Curieusement, Astrid avait passé une très bonne nuit ! Bien que la Forêt de Cristal se soit rafraîchie davantage au fur et à mesure que les heures passaient, s’être emmitouflée dans de grosses couvertures de fourrures et des sacs de couchages épais avaient beaucoup aidé à la sauvegarde de la chaleur. De plus, comme ils avaient instauré un tour de garde, les compagnons d'infortune avaient pris le soin de garder le feu vif toute la nuitée.

Léterno avait pris le premier tour de garde, avant de passer le flambeau à Yume, qui avait ensuite réveillé Fileya pour qu’elle prenne sa place, avant qu’elle-même ne sorte Astrid de son sommeil sans rêve. Cette dernière, bien qu’elle ait d’abord bronché à l’idée de se réveiller si tôt, avait finalement pris son rôle de gardienne très à cœur.

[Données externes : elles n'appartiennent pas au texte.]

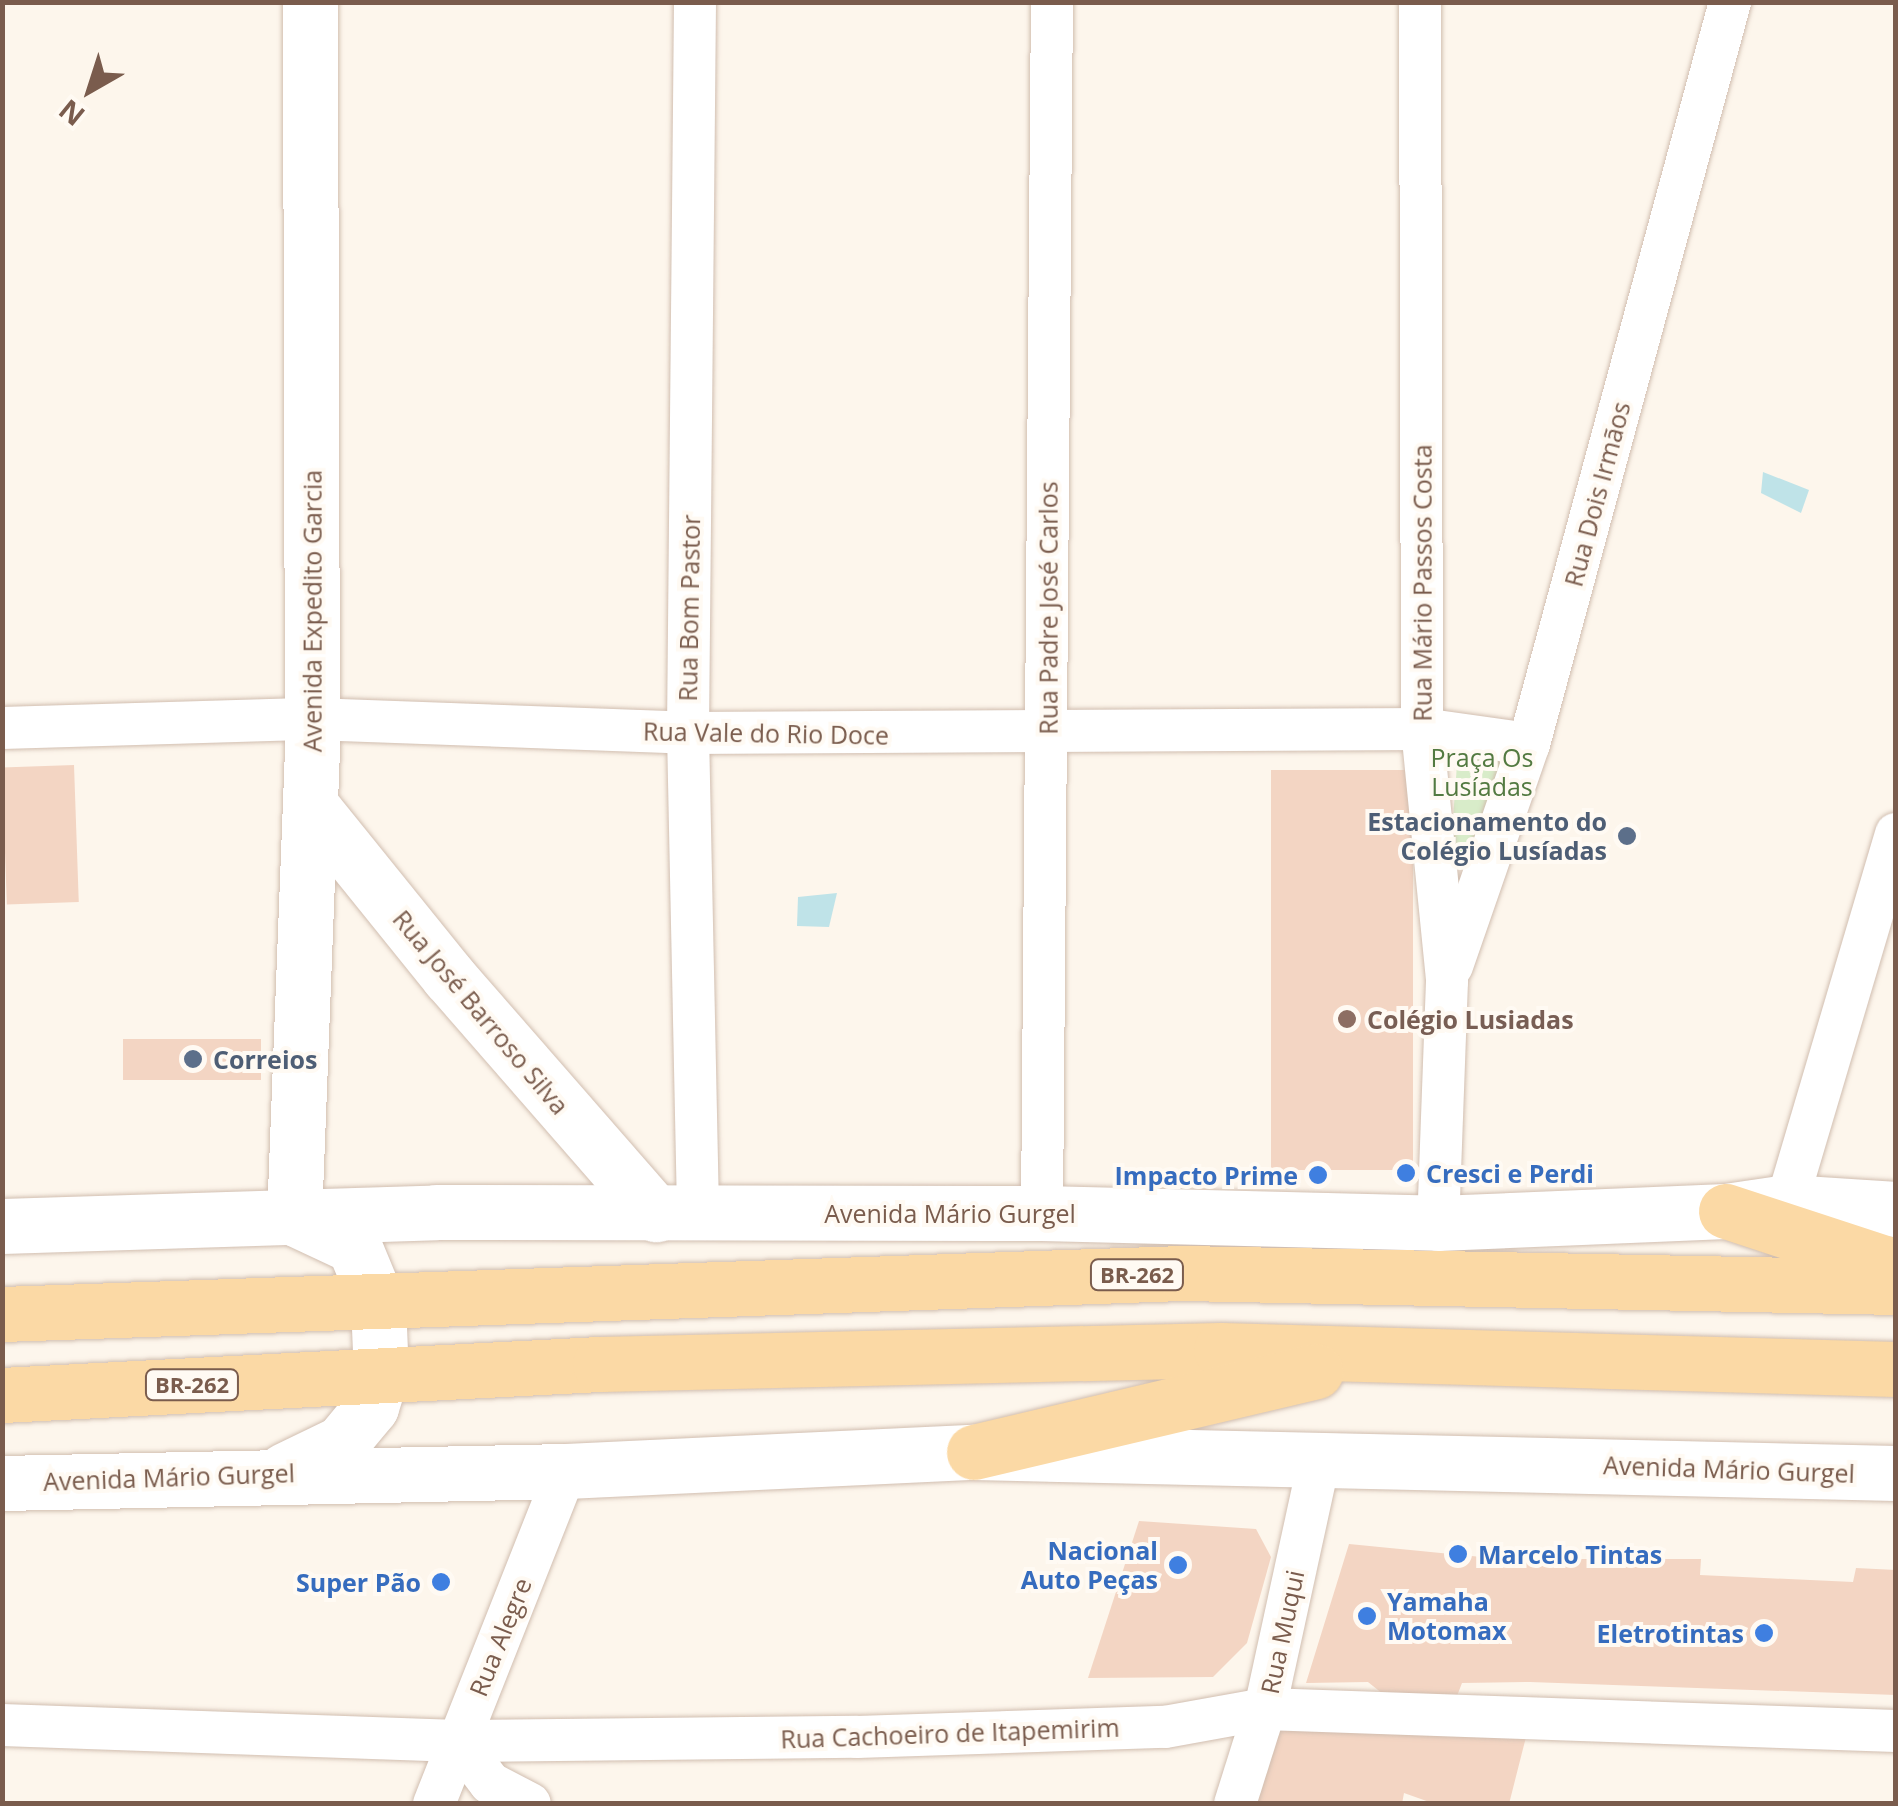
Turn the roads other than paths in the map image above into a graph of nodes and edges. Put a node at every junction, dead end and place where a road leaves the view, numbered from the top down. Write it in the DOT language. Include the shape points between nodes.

La jeune fille était restée assise près du feu, remuant de temps à autre les branchages noircis lorsqu’elle sentait les flammes vaciller dangereusement.

Au départ, l’Enfant aux Yeux Rouges avaient eu très peur de voir le temps défiler langoureusement devant ses yeux fatigués, n’ayant rien sous la main pour la distraire. Mais, finalement, les minutes avaient défilées plus rapidement qu’elle ne l’avait cru. Astrid avait commencé un minutieux décompte dans sa tête pour être certaine de bien demeurer éveillée une heure entière et, comme le froid l’empêcherait certainement de sombrer dans les bras de Morphée, la jeune fille était parvenue à rester entièrement éveillée jusqu’à la fin de son tour de garde.

Quand celui-ci arriva, Astrid s’était alors redressée dans le but de prévenir Thandon qu’il serait temps de prendre la surveillance à sans tour. Mais, lorsqu'elle se leva pour annoncer au jeune garçon qu’il serait malheureusement temps pour lui de se réveiller, ce dernier était déjà prêt à prendre son poste. Astrid se demanda même, à la vue des lourdes cernes ancrées sous ses yeux comme des poches, si le grand frère de Khomas avait réellement dormi cette nuit-là. Mais la brune ne lui posa aucunement la question.

Astrid était ensuite repartie se coucher, consciente qu’elle n’aurait pas plus d’une heure de sommeil supplémentaire cette nuit. Mais la jeune fille voulait profiter de toutes les minutes qu’elle avait à disposition pour se reposer autant qu’elle le pouvait, ignorant les épreuves qui l’attendraient le lendemain.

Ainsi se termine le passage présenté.